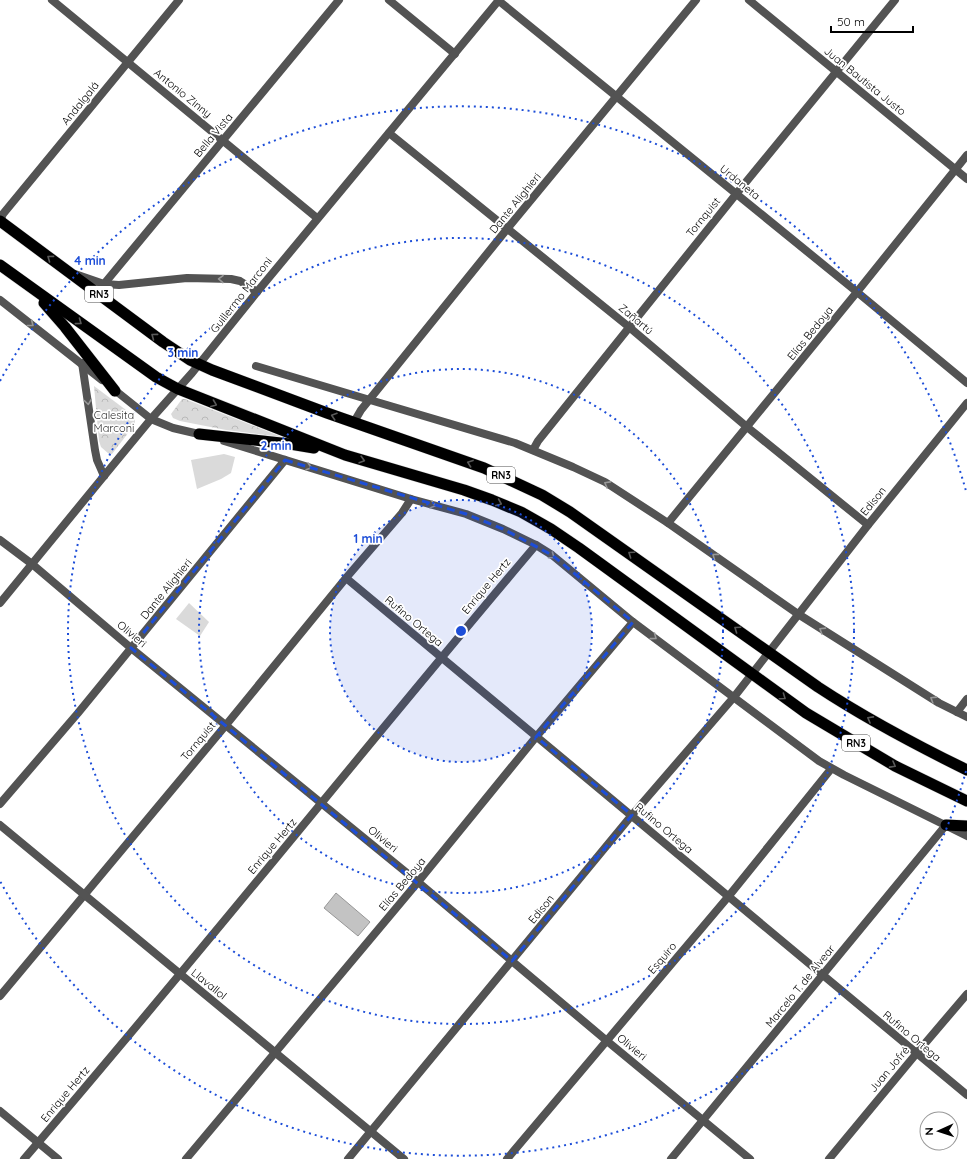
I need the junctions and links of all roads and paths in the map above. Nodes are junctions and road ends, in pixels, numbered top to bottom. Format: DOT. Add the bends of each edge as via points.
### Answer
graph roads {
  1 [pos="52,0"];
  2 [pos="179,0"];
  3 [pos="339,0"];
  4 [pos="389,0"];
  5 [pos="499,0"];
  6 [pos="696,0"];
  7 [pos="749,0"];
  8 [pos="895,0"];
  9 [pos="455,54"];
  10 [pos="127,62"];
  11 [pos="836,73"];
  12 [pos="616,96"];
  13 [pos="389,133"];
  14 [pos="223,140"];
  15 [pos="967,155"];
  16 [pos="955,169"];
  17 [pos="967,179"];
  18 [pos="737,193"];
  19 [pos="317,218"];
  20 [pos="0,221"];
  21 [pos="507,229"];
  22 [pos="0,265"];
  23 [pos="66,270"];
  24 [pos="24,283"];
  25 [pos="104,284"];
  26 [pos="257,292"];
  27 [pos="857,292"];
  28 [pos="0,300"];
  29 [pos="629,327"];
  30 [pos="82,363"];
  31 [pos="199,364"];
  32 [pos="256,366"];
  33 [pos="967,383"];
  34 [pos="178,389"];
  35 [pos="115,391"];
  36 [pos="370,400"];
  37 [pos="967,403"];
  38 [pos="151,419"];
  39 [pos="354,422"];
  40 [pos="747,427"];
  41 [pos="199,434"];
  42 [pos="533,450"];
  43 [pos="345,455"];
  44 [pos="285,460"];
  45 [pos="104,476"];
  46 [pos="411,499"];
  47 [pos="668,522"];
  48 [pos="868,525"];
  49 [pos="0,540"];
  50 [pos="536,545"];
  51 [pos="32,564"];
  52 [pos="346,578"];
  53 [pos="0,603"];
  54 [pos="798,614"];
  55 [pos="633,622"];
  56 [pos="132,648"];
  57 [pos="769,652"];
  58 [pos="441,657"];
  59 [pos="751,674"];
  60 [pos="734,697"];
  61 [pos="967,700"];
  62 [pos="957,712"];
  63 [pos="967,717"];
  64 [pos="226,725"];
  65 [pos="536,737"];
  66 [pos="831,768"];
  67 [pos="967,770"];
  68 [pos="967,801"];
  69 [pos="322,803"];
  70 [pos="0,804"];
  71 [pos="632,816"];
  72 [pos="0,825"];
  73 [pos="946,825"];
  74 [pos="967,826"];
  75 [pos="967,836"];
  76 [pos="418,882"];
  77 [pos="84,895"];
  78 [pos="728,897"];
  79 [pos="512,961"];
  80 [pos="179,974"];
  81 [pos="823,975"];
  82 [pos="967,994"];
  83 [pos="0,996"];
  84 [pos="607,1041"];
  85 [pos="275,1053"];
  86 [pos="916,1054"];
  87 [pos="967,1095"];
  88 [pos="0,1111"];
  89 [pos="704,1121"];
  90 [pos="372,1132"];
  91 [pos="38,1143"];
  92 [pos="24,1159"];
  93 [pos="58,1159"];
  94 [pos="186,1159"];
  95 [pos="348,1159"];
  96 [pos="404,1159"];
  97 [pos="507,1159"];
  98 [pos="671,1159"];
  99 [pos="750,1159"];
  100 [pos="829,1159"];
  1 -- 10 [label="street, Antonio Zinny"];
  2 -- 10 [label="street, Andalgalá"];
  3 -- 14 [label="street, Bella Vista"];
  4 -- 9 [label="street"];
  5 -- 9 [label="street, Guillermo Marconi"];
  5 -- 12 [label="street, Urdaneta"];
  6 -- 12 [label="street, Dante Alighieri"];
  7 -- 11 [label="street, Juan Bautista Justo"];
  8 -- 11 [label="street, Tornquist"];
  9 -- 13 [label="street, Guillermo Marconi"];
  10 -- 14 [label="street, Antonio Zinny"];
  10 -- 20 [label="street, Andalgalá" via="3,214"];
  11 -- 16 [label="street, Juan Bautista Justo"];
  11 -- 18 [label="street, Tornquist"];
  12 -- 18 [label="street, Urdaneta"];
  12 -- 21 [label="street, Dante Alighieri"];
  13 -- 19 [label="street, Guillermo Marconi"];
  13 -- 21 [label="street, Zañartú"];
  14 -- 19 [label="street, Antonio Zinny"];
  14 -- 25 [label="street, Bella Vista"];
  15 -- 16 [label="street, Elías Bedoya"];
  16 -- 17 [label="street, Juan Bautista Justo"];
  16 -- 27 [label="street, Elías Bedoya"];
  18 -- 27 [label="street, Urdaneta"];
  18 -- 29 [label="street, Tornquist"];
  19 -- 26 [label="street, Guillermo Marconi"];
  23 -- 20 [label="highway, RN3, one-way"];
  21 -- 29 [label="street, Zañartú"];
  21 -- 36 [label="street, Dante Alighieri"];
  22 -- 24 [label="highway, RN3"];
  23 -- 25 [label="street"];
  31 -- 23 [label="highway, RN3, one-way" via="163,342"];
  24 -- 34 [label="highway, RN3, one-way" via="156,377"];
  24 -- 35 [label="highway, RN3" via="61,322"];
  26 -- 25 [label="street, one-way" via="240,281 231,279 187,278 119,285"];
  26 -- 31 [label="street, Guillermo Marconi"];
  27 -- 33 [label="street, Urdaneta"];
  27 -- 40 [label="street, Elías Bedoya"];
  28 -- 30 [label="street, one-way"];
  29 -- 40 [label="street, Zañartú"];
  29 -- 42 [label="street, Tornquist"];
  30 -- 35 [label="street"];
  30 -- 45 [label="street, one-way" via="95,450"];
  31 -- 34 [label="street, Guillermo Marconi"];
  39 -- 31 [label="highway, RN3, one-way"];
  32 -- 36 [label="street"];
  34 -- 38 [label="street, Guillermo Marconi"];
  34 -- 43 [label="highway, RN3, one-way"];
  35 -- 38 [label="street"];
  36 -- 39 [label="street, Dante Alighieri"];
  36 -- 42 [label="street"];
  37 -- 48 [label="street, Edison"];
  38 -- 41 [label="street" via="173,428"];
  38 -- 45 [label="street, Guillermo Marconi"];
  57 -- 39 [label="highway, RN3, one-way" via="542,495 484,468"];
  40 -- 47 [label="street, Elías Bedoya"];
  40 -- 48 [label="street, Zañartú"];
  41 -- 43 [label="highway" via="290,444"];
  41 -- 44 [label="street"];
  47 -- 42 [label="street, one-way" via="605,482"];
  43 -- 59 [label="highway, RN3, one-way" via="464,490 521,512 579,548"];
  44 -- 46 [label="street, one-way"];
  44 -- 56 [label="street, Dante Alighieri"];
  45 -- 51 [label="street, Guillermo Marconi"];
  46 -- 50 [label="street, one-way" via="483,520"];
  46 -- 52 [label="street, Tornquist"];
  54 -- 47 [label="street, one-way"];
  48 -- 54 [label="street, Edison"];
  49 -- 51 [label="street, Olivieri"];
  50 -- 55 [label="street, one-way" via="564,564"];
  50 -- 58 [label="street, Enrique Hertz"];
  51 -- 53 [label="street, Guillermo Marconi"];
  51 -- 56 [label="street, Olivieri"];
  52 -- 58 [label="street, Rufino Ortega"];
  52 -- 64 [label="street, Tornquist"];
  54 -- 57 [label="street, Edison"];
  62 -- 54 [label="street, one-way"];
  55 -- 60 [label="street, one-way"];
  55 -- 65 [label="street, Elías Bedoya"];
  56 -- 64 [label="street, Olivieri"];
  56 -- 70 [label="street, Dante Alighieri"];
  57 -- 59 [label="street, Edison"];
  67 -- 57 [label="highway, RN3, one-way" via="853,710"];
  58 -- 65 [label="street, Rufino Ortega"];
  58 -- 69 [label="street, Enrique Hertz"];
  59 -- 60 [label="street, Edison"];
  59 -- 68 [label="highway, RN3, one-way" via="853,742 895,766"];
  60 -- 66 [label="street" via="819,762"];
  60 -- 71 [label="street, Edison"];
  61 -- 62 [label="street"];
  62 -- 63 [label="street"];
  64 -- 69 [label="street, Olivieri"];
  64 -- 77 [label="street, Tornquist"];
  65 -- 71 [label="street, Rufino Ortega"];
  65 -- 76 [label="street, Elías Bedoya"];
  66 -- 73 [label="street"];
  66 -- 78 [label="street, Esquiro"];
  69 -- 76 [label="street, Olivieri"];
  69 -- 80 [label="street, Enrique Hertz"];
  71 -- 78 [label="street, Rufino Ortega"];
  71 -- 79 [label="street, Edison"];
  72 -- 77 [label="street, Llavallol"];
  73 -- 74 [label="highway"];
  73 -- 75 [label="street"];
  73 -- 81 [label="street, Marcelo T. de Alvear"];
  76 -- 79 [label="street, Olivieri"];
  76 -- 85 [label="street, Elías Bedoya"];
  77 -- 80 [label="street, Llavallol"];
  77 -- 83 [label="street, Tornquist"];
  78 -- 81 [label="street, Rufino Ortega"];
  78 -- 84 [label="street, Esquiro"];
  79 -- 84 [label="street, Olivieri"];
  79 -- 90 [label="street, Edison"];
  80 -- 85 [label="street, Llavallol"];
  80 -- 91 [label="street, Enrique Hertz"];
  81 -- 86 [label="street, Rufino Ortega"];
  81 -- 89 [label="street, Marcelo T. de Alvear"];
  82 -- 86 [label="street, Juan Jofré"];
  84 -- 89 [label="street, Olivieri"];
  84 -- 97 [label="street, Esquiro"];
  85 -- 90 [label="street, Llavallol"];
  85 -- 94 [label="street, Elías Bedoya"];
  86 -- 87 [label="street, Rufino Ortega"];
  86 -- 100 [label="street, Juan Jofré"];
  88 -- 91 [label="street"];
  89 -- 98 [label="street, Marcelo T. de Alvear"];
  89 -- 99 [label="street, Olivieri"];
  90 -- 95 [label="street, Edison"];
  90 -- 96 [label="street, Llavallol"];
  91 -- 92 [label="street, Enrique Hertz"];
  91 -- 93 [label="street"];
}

--------------------------------------------------

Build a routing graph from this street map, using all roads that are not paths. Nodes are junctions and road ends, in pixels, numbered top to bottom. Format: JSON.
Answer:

--------------------------------------------------

**Task to carry out:** Show each line of the material that includes the word "Format".

**Your solution:**
I need the junctions and links of all roads and paths in the map above. Nodes are junctions and road ends, in pixels, numbered top to bottom. Format: DOT. Add the bends of each edge as via points.
Build a routing graph from this street map, using all roads that are not paths. Nodes are junctions and road ends, in pixels, numbered top to bottom. Format: JSON.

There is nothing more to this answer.